By Priyanka Raja
When we started Experimenter, over six years ago, what we had set out to achieve was undoubtedly a tall task. We wanted to establish a gallery of contemporary art in Kolkata, away from the hyper-commercial focus of the gallery scene in the region, and create a sustainable global programme with a range of artists who were pushing the boundaries of contemporary visual arts practice. Of course the idea of opening a challenging arts programme in the backwaters of communist India sounded far removed from any practical business plan in the aftermath of the 2008 economic slump, but in hindsight, the journey has been exhilarating to say the least and arguably the best decision we have ever made. Through a strong focus on our programme and the support of some of the most amazing people from all over the world we were able to dream bigger and push ourselves further than we ever imagined.
It is in the details that we find our joy: in the everyday running of our gallery, in the many hours spent in conversations with our artists all over the world, in studio visits, in writing, thinking and planning our shows. We find huge pleasure and satisfaction in bringing projects to fruition; in building 3D models of exhibitions of our space, setting up art fair booths, participating in museum shows all over the world and in eventually seeing them realised, the physical act of installation, de-installation – and setting out with an objective far beyond our means and seeing how everyone comes together to make it happen.
If we were to give a defining quality of the Experimenter artist, it would have to be intellect; each and every one of the artists we work has an amazing mind – they are people whose ideas open up new ways of seeing and new possibilities. It is an absolute privilege to be surrounded some of the most fascinating thinkers. We are in complete awe of how they view the world, what kind of questions they raise and the lens through which they see everything around us. For us, this is the most attractive aspect of working with contemporary art.
There are few professions outside the creative industries where reading a book for hours, musing on ideas or developing project proposals would be considered serious Monday morning activities. Having access to some of the most visionary minds in the world and meeting people regularly who generate these thoughts and ideas is another privilege of the art world, which we are fortunate to experience through Experimenter. Our days are made up of questions that range from the philosophical to the technical all within the same hour and maybe in the same conversation. It’s a role that constantly challenges and exhilarates us in all aspects and something that we look forward to everyday.
Rathin Barman, And My Eyes Fill with Sand, Installation view
A day in the life of the Experimenters:
We are early risers, we wake up between 4.30-5.00am and our mornings are spent planning for the day and seeing where we stand vis-a-vis our week plan and what needs the most immediate attention. Sometimes that is followed by skype conversations with artists in the western parts of the world, that being a convenient evening slot for them. We have young children (a three and a six year old), so there is a lot of balancing and juggling of parental time that goes on throughout the day.

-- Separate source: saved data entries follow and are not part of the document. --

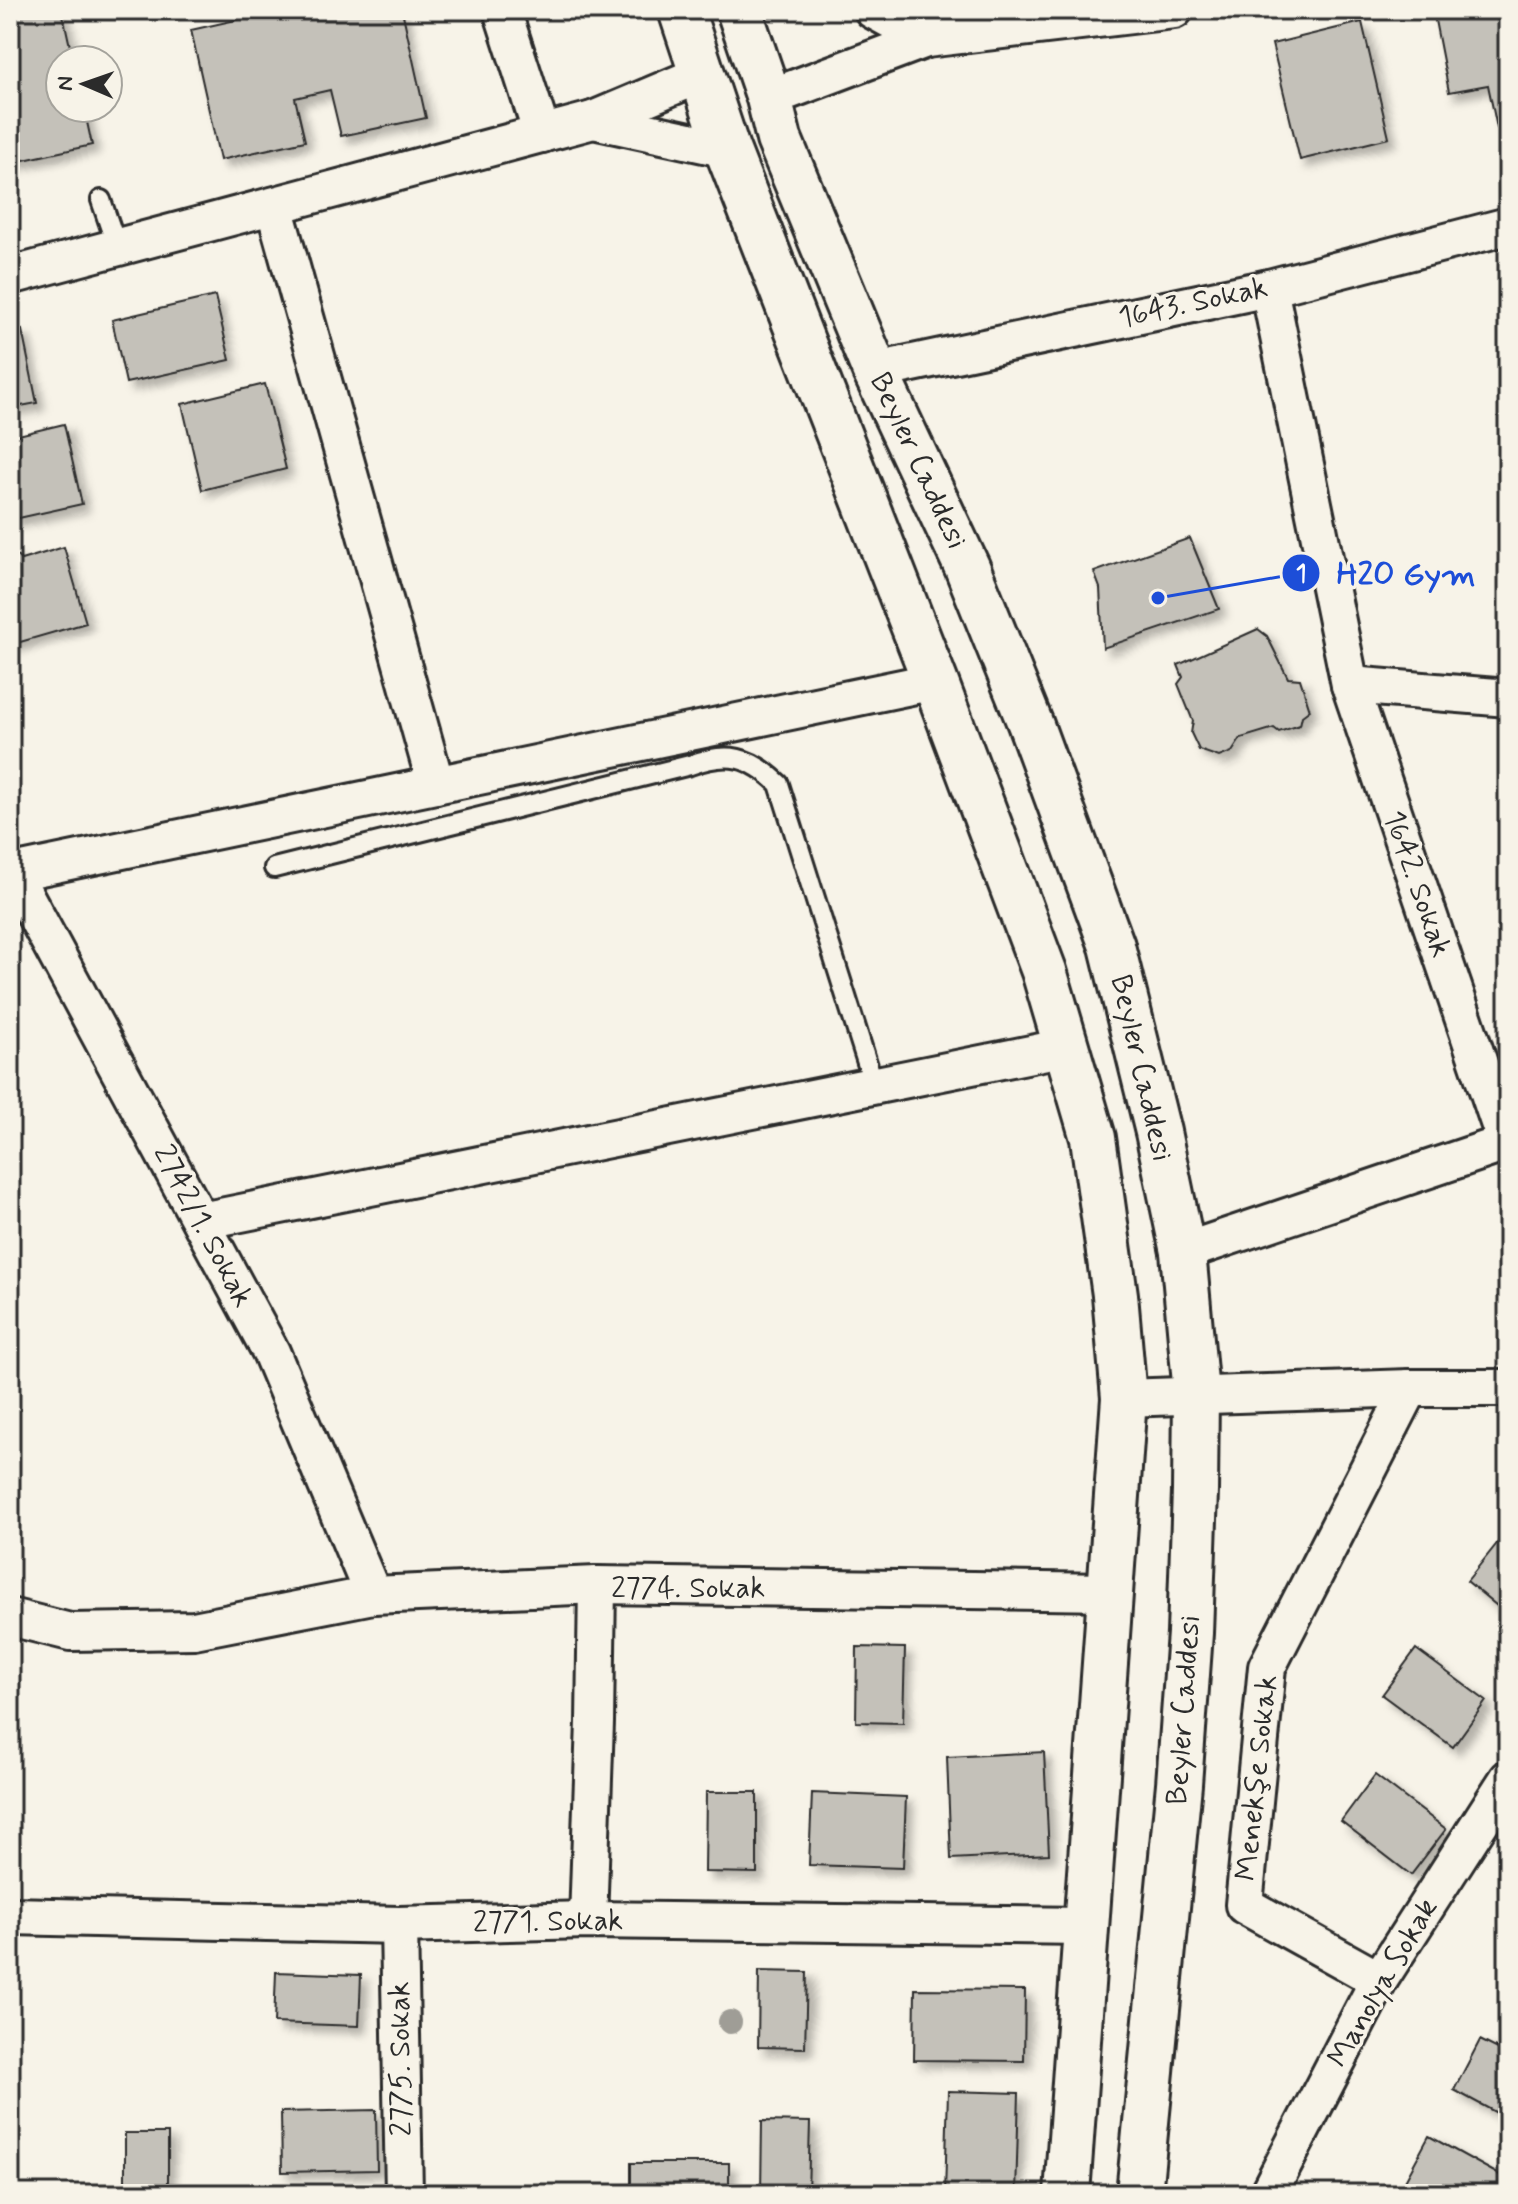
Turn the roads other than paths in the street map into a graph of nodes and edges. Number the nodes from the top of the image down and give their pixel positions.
1 (502, 10) edge
2 (681, 10) edge
3 (739, 10) edge
4 (873, 10) edge
5 (1174, 10) edge
6 (926, 39) junction
7 (702, 74) junction
8 (768, 100) junction
9 (593, 120) junction
10 (542, 134) junction
11 (727, 149) junction
12 (101, 200) dead end
13 (274, 206) junction
14 (1508, 226) edge
15 (117, 247) junction
16 (10, 276) edge
17 (1269, 288) junction
18 (875, 371) junction
19 (822, 393) junction
20 (935, 681) junction
21 (1350, 685) junction
22 (1508, 698) edge
23 (436, 785) junction
24 (274, 868) dead end
25 (11, 871) edge
26 (1066, 1047) junction
27 (874, 1085) junction
28 (1507, 1143) edge
29 (201, 1221) junction
30 (1183, 1252) junction
31 (1410, 1388) junction
32 (1508, 1388) edge
33 (1196, 1394) junction
34 (1124, 1398) junction
35 (597, 1585) junction
36 (1111, 1592) junction
37 (373, 1595) junction
38 (10, 1617) edge
39 (1508, 1779) edge
40 (10, 1916) edge
41 (588, 1920) junction
42 (399, 1925) junction
43 (1086, 1926) junction
44 (1379, 1980) junction
45 (404, 2194) edge
46 (1067, 2194) edge
47 (1139, 2194) edge
48 (1268, 2194) edge

1 - 10 street
2 - 7 main road, Beyler Caddesi
3 - 8 main road, Beyler Caddesi
4 - 6 street
5 - 6 street
6 - 8 street
7 - 8 main road
7 - 9 street
7 - 11 main road, Beyler Caddesi
8 - 11 main road
8 - 18 main road, Beyler Caddesi
9 - 10 street
9 - 11 street
10 - 13 street
11 - 19 main road, Beyler Caddesi
12 - 15 lane
13 - 15 street
13 - 23 street
14 - 17 street, 1643. Sokak
15 - 16 street
17 - 18 street, 1643. Sokak
17 - 21 street, 1642. Sokak
18 - 19 main road
18 - 30 main road, Beyler Caddesi
19 - 20 main road, Beyler Caddesi
20 - 23 street
20 - 26 main road, Beyler Caddesi
21 - 22 street
21 - 28 street, 1642. Sokak
23 - 25 street
24 - 27 lane
25 - 29 street, 2742/1. Sokak
26 - 27 street
26 - 34 main road, Beyler Caddesi
27 - 29 street
28 - 30 street, 1642. Sokak
29 - 37 street, 2742/1. Sokak
30 - 33 main road, Beyler Caddesi
31 - 32 street
31 - 33 street
31 - 44 street, Menekşe Sokak
33 - 34 street
33 - 47 main road, Beyler Caddesi
34 - 36 main road, Beyler Caddesi
35 - 36 street, 2774. Sokak
35 - 37 street
35 - 41 street, 2774. Sokak
36 - 43 main road, Beyler Caddesi
37 - 38 street
39 - 44 street, Manolya Sokak
40 - 42 street, 2771. Sokak
41 - 42 street, 2771. Sokak
41 - 43 street, 2771. Sokak
42 - 45 street, 2775. Sokak
43 - 46 main road, Beyler Caddesi
44 - 48 street, Manolya Sokak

One of us is at the gallery between 11am and 7pm and depending on what we have going on, whether it’s an upcoming show, preparations for an art fair or an ‘off-site’ exhibition of one of our artists, our day is filled with jobs in preparation. We have an incredibly dedicated team at the gallery and it’s a pleasure to work with a group of such dynamic people who share our dream. Experimenter’s annual programme includes six to seven shows at the gallery and four to five art fairs, a very heavy schedule that keeps us and the team on our toes throughout the year.
Exhibition design is a key area at Experimenter and that too occupies a good proportion of our time. Installation days are particularly fun but are run to deadlines and can be highly stressful. Very complicated installations, with multiple channel videos, sequencing programs and extremely outlandish constructions are sometimes realised with 18-hour work days. But at the end of it, when the show stands, the pleasure it gives to our whole team is immeasurable.
Experimenter feels part of the catalyst that is trying to generate global interest in Indian and other emerging contemporary artists, at home and abroad. Running an international programme requires a considerable amount of travel. Seven of our thirteen artists live outside India and along with the many international fairs, biennales and museum show openings including Experimenter artists, we never seem to stop. Luckily we enjoy the travel and seeing the world but it is also demanding. We’re basically ‘home-bodies’, we like to stay in Kolkata and do what we enjoy most – connect with the city and run the gallery day-in and day-out.
Of course, needless to say, given the nascent times and absence of any meaningful government support for the visual arts industry, it is certainly a challenge to sustain an experimental gallery programme like ours. These are difficult times for our country. The Indian private collector base is small and not enough to sustain a proper contemporary art market in isolation. However, at a certain level, thinking ‘location-free’ has been a major reason for us to retain our balance so far. It’s great to feel that Experimenter is now an intrinsic part of the Indian art scene, but we enjoy the diversity in our stable of artists and our openness to artists everywhere, their appeal is not based on their nationality but on their practice. Even from a commercial sustenance point of view, though a really steep task, we’ve looked as broadly as possible to be able to place our artists works in collections all over the world. We certainly hope for a more positive time within our country in terms of support of the arts, but in the meantime it’s possibly the need of the hour for all of us in the industry to find parallel and creative ways of moving through this time.
Priyanka Raja is Co-founder and Director of Experimenter Art Gallery, Kolkatta, India.